There are some high moments -- the voice acting comes off as genuine and movie-esque as far as I'm concerned, and I especially appreciate plot points worked into game mechanics. For example, as Ron finds himself intoxicated by a love potion, you must control the smitten character while he bobs and weaves slowly through Hogwarts, pink hearts floating all around him. And to cure him of this spell, Harry must mix together a potion in class, which is a separate gaming component, equally entertaining. The game provides good entertainment for Potter fans when story bleeds seamlessly into gameplay and I therefore wish this happened more frequently and with less transparency.
Half-Blood Prince is divided into four parts, including exploration, potions, dueling and, topping it all off, Quidditch. The action switches predictably between these elements and eventually shows repetition -- if you go a half hour without mixing together some magical elixir, you will wait for the looming cut-scene introducing a potions test. If you explore the castle for too long, you will find yourself dueling with a wizard at some point, or whisked off to a Quidditch match another. Portions of Hogwarts remain locked until you've completed these various challenges and thus Harry's sixth year at the school unfolds in a much more linear fashion than you might expect, both good and bad. Good because it means EA is able to guide you along to the next big event. Bad because you lose some exploratory freedom and in turn diminished suspension of disbelief.
Where Half-Blood Prince succeeds better than any Potter game before it is in the construction, scope and connected presentation of the school. It's astonishingly huge and incredibly detailed. It's one-hundred percent immersive. Indeed, as a longtime Potter fan, I could ignore all of the gameplay mechanics and simply walk around the school, taking in the realistic animated paintings of the Grand Staircase, the stonework of the Owlery, the interactive draperies littering the Gryffindor hallways or the immense grassy landscapes separating the school from the Quidditch Pitch. So if you're a fan of the universe, you will be impressed if not altogether dazzled by the recognizable architecture and locales that you can fully explore in detail as you never could in either the movies or the books. Significantly enhancing the experience is the introduction of Nearly Headless Nick as your guide. Tap the minus button and the hilarious ghost will lead you to your next locale, bantering all the while -- a vast upgrade over the sometimes-off footsteps in last year's title.
Gameplay controls, though, while certainly adequate, are not nearly as compelling as the make-up of the universe. Harry continues to control like a drunk hippo, turning slowly and clumsily, prone to bumping into walls and so on. The developer even created an animation for the character that allows him to trip and fall to the ground, interrupting game flow for five seconds. To EA's credit, some movement improvements have been introduced. For instance, Potter can now run, helpful when he's not taking secret passageways and shortcuts to jump from one part of the school to the next. Simply hold down a button and he'll sprint along Gears of Wars style; the screen even blurs with a fish-eye camera. It's very effective and actually feels pretty good, although maneuvering the wizard while he's moving at this pace is imprecise, to say the least. Better is the implementation of the Wii pointer to both control the camera when necessary (hold down a button and point around the screen for quick, easy viewpoints) and to select items on the fly. It's an intuitive system and a welcomed inclusion.

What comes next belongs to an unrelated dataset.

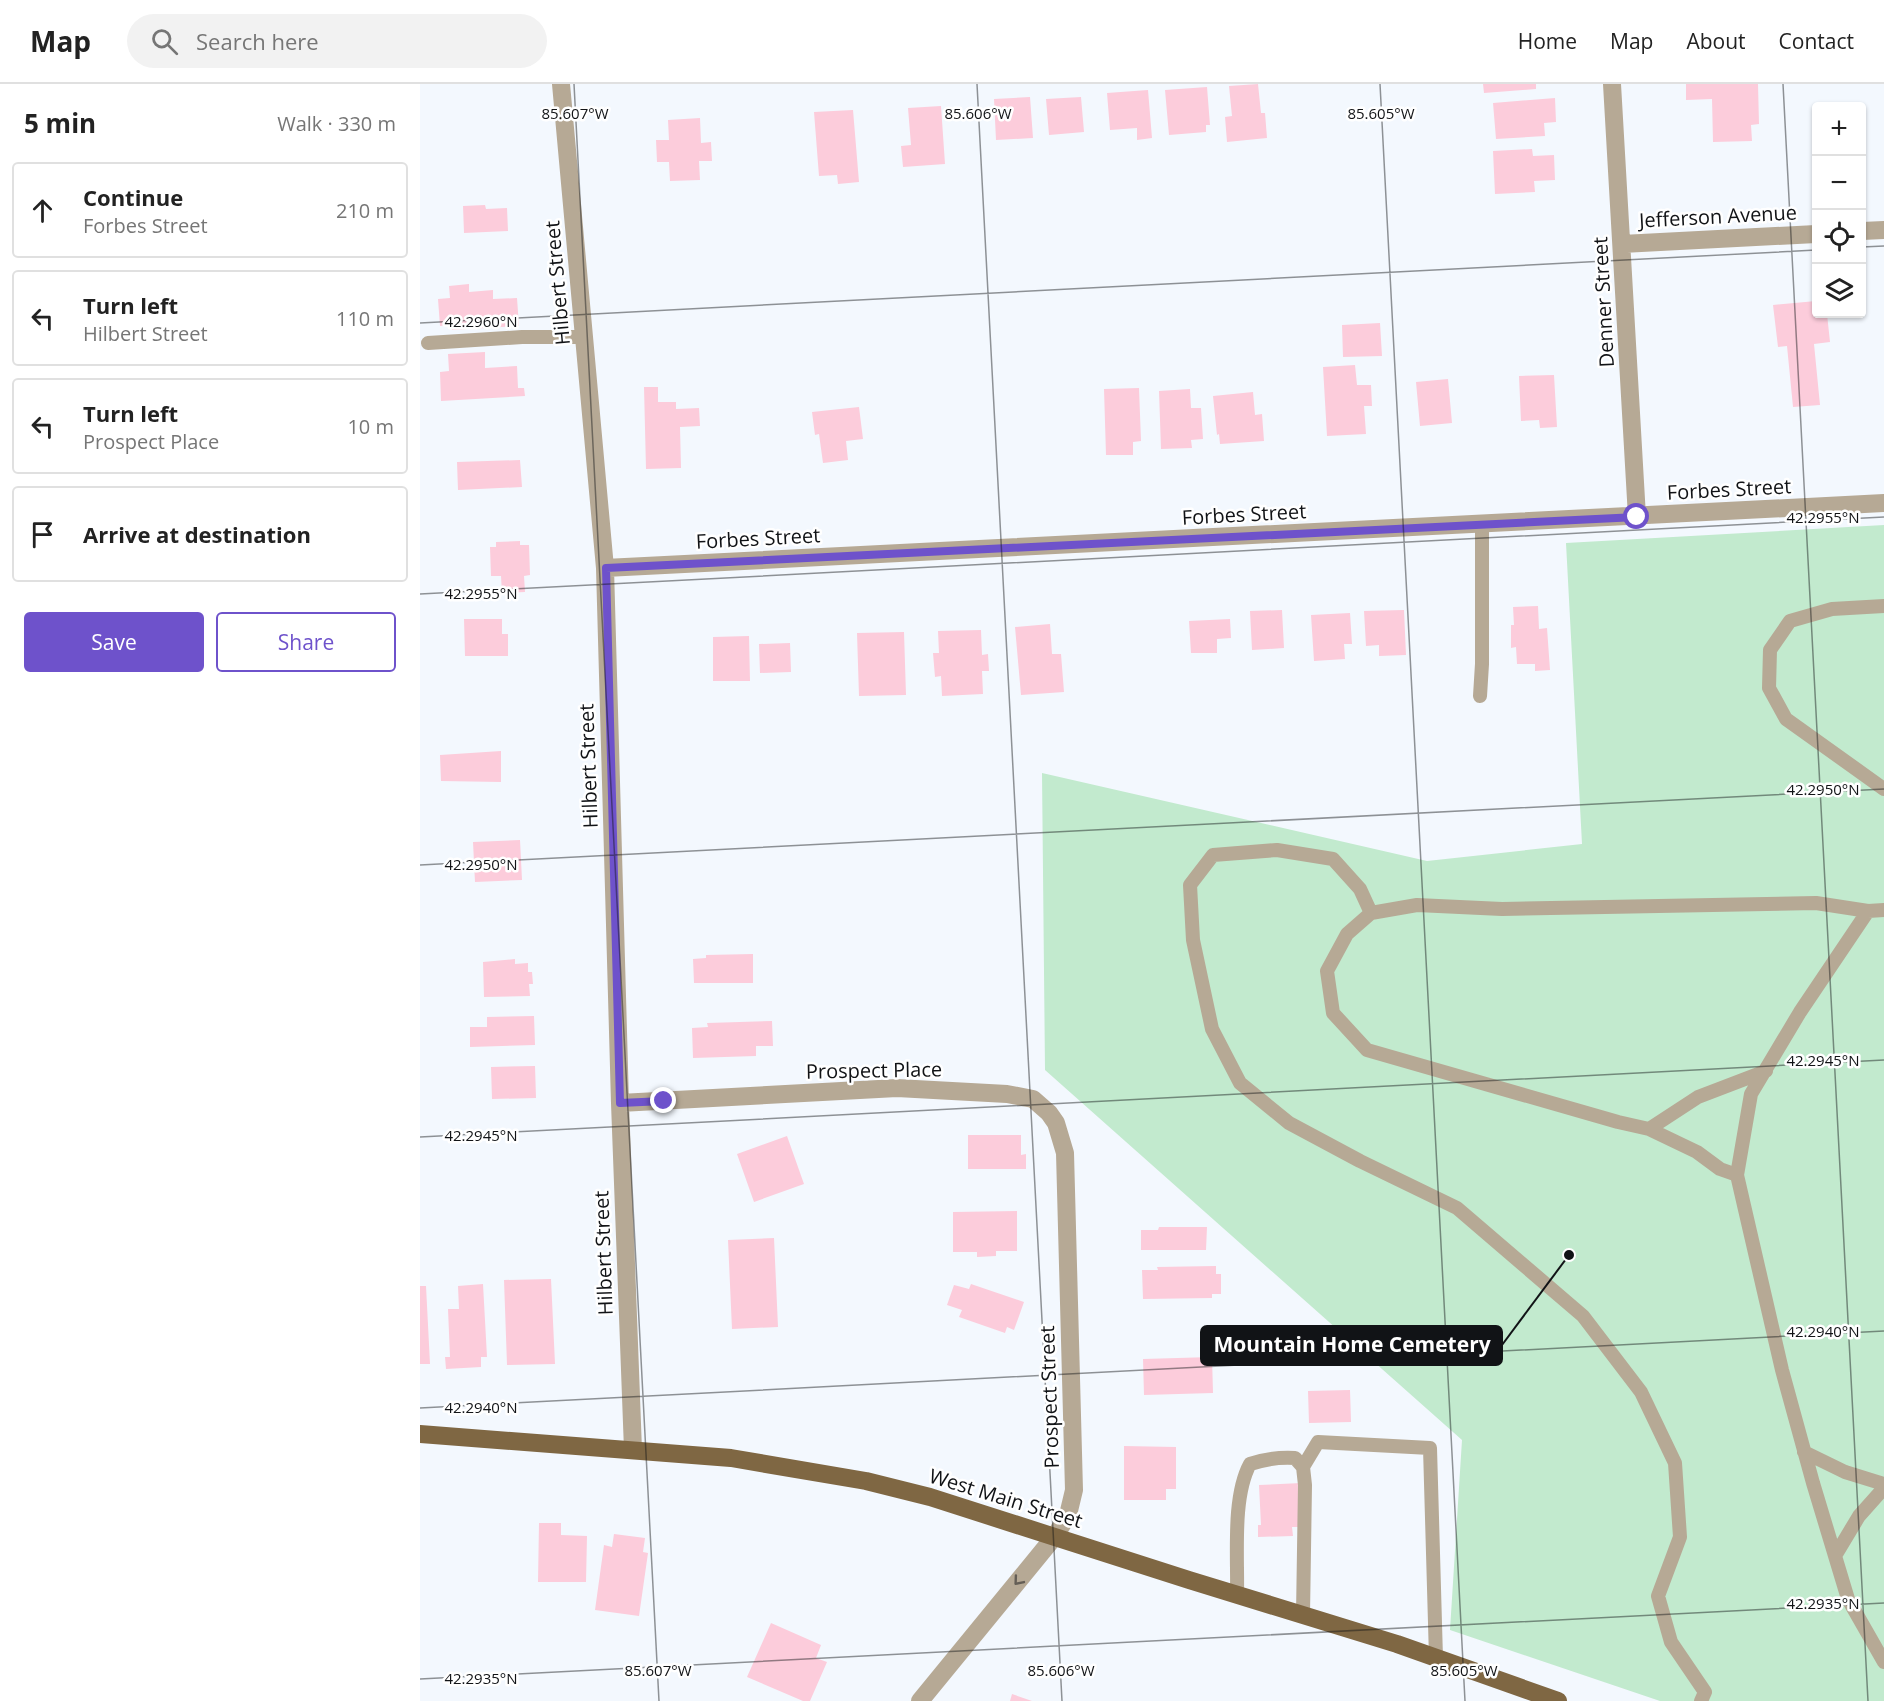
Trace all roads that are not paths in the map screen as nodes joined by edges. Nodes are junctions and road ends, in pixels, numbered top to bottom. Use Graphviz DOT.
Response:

The controls are by no means superb, but they work just well enough that you can forgive their shortcomings and inconsistencies as you explore the school, a process that continues to be a lot of fun. EA has developed a lengthy fetch quest around exploration, too. There are 150 Hogwarts Crests scattered throughout the school and you can collect them all if you're a completionist -- becoming one will transform a five-hour game into an adventure that runs roughly twice as long. Obtaining some of the crests is easier said than done, too, because you will need to reconstruct them and levitate them about in order to properly gain access to them. Sometimes you will have to collect dozens of mini-crests in order to amass a single crest -- it'll be tedious if you don't care to see the school in its entirety, but you won't mind if you're a devout fan.

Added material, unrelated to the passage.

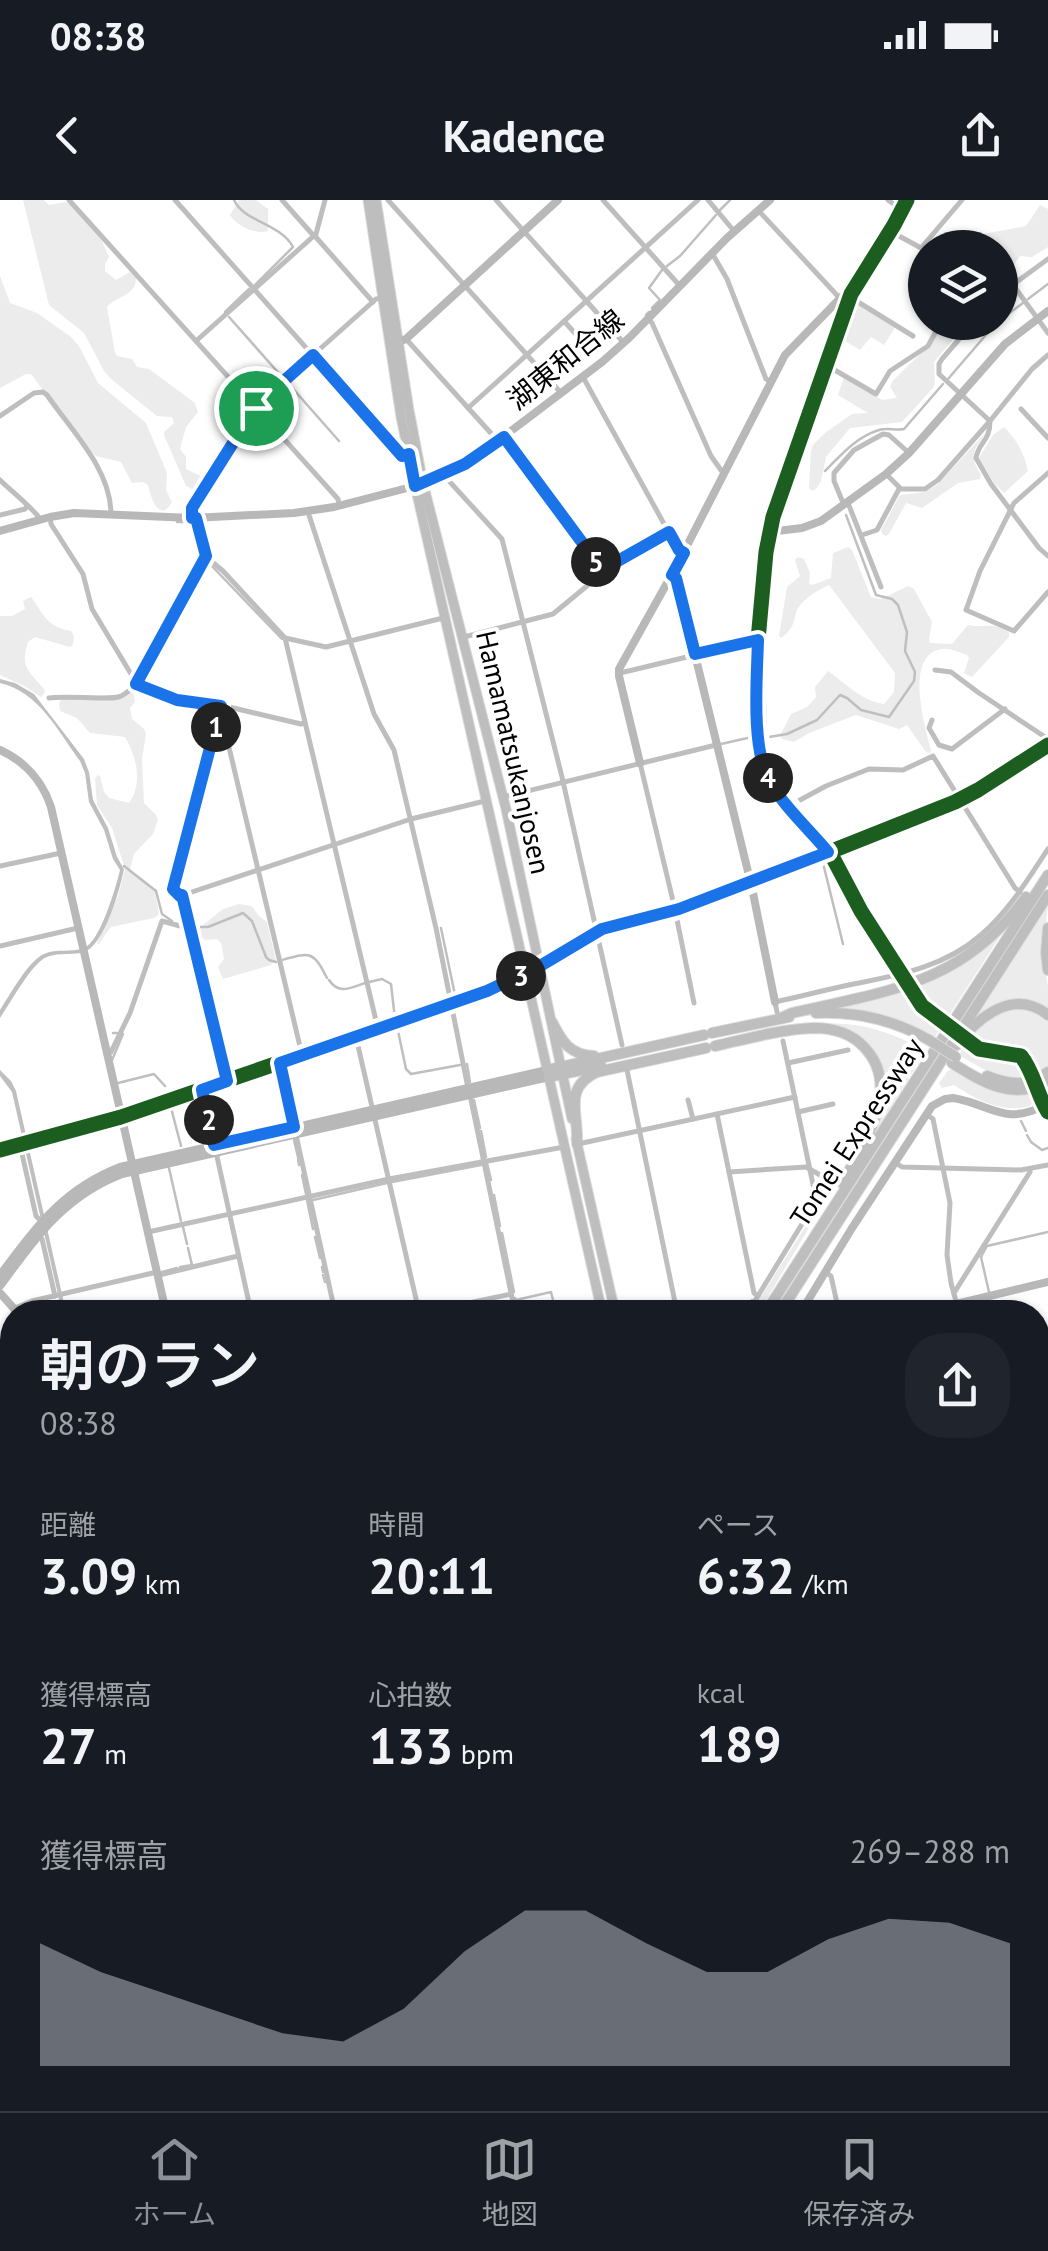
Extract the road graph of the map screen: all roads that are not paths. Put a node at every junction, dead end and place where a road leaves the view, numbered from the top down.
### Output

Potions class is the probably the biggest mini-game-style addition to this year's title. Throughout the course of the game, you'll be challenged to mix up nearly 20 varying concoctions that require you to pour and drop liquids and solids into a boiling pot and pray for the best. Potter's never been a potion superstar, but with a little aid from the Half-Blood Prince, he's outperforming all of his mates, including Hermione -- much to her dismay. As you mix potions, the viewpoint changes to the first-person and you use the Wii remote to execute everything. On the other consoles, this is done with analog sticks, which is not nearly as immersive, in my opinion. Point at the screen to grab onto the items you need, pull backward and they'll lift up, then simply make pouring motions with Nintendo's controller to do the same on-screen. Seems easy as you read this, but that's not always true. There are dozens of unique ingredients and they all require a steady hand. If you pour too much, the screen will be engulfed by smoke and you'll need to shake the nunchuk to clear the air. As you advance, you'll very quickly cycle through various elixirs even as you drop in items like dead rats to create all sorts of potions, and you'll do it to a countdown timer. It can be intense. And while it's sometimes frustrating because you can't always easily identify the correct bottle for the job -- they sometimes look alike -- you will come back until you get it right.

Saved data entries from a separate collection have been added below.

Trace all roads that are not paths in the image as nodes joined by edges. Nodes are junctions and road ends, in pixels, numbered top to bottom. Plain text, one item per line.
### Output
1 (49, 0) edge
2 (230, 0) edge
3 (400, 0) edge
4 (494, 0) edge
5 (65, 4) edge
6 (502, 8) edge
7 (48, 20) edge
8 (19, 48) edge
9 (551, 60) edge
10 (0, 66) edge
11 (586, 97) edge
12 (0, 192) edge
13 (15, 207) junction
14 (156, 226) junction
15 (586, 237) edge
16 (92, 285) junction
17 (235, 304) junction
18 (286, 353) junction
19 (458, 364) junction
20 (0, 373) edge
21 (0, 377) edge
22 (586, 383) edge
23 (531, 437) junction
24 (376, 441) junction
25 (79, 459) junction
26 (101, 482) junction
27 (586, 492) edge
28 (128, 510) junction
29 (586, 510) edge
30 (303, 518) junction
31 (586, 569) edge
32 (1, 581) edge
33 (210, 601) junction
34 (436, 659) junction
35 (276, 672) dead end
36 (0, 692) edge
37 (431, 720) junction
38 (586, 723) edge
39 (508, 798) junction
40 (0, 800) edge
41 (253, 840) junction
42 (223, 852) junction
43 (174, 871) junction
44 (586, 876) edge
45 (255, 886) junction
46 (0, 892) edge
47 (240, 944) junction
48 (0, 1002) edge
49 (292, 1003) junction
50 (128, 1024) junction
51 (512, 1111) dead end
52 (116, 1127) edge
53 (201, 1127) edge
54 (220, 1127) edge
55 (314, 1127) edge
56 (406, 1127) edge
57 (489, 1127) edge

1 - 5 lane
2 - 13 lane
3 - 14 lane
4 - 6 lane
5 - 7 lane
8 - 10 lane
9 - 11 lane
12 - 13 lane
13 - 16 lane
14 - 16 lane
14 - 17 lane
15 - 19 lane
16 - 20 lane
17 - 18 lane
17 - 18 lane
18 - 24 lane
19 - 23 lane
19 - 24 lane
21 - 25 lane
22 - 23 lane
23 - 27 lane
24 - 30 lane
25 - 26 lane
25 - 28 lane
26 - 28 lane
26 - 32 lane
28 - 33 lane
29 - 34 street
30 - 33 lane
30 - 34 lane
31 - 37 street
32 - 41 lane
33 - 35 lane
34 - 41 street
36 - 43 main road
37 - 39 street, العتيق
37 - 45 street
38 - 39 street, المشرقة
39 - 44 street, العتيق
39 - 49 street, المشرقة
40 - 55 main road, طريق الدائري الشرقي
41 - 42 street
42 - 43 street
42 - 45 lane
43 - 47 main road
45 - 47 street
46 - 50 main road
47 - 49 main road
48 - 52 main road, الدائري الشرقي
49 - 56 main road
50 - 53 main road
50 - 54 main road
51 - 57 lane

Dueling is an improvement over last year's game, but there's room for yet more refinements, especially since Half-Blood Prince does not yet utilize MotionPlus and the benefits gained by it. (The game has more or less been ready to go since last year, but EA held it to coincide with the release of the feature film, also delayed.) You can choose from six spells, including Expelliarmus, Charging, Petrificus Totalus, Protego and Levicorpus, but are allowed only limited access to them. Potter cannot, for example, run about the school casting spells at everything and everyone he sees, a mild disappointment for someone as twisted as me. Instead, there are context sensitive situations, duels being one of them. Engaged in a match of magic, Harry can dodge forthcoming attacks, shield himself and blast back. Spell casting feels especially tactile with the WII remote.
Fact is, like Star Wars lightsaber battles, wand magic was one of the first actions that sprang to mind when Nintendo's controller was unveiled and EA has done pretty well with it here because you literally throw spells forward, which feels great. The drawback to duels is that, early on in particular, they're too easy -- you can spam opponents with blast after blast and they're practically defenseless. This decreases some as you advance and opponents become more formidable, but you can ultimately cast Levicorpus on foes, they'll dangle upside-down, and then you can obliterate them.
Finally, there's Quidditch. You don't so much maneuver Potter about these tournaments as you guide him with the Wii remote. Point at the screen and the seeker will fly toward the on-screen reticule. The action unfolds on a set path and your goal is simply to lead Potter through a series of stars in order to obtain the snitch before another can. It's fast. It's action-packed. And while it's simple, it's fun. Later Quidditch matches ramp up in difficulty and you will inevitably have to fight off the opposition, bumping flyers out of the way, so that Harry can soar through stars.
It's a competent control scheme and a unique play mechanic. It works well. But at the same time, I can't help but wonder if a more direct control scheme might prove even more enjoyable. Quidditch is at least partly alluring because of the freedom of flight it allows -- the ability for Potter to soar around the stadium in every direction in search of the snitch. That freedom is removed from Quidditch in EA's Half-Blood Prince for a more restricted path.